◆ Task description ◆
Among the entries below, copy every line that carries the word "image".

• • • • • • •

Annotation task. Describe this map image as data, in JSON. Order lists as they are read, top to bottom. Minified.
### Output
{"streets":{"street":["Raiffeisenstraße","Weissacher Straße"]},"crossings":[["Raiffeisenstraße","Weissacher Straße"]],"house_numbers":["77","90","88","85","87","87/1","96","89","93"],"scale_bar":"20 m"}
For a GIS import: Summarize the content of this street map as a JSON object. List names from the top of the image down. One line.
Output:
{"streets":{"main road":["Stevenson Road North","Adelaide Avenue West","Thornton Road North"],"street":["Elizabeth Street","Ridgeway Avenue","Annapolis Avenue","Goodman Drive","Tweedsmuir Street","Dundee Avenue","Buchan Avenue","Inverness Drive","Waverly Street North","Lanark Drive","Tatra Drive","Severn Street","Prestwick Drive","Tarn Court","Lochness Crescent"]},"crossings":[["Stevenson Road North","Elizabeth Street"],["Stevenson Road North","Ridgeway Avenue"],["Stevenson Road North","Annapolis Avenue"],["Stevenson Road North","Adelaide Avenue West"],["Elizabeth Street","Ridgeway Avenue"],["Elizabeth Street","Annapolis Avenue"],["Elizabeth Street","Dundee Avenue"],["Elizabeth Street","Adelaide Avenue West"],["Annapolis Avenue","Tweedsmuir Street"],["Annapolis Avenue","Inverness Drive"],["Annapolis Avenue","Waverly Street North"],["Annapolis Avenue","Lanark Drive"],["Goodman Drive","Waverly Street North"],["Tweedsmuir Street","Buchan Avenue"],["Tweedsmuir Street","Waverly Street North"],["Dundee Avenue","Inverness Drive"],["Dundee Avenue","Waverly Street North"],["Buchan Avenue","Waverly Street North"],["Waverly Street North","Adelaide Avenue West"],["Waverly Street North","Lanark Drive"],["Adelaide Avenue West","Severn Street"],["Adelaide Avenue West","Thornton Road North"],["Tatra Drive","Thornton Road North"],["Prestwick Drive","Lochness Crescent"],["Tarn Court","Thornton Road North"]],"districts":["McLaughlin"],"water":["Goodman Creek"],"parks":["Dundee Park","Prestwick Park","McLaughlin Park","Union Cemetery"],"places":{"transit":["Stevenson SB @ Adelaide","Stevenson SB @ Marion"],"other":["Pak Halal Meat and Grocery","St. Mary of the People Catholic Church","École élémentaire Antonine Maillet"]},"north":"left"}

• • • • • • •

◆ Reply ◆
Annotation task. Describe this map image as data, in JSON. Order lists as they are read, top to bottom. Minified.
For a GIS import: Summarize the content of this street map as a JSON object. List names from the top of the image down. One line.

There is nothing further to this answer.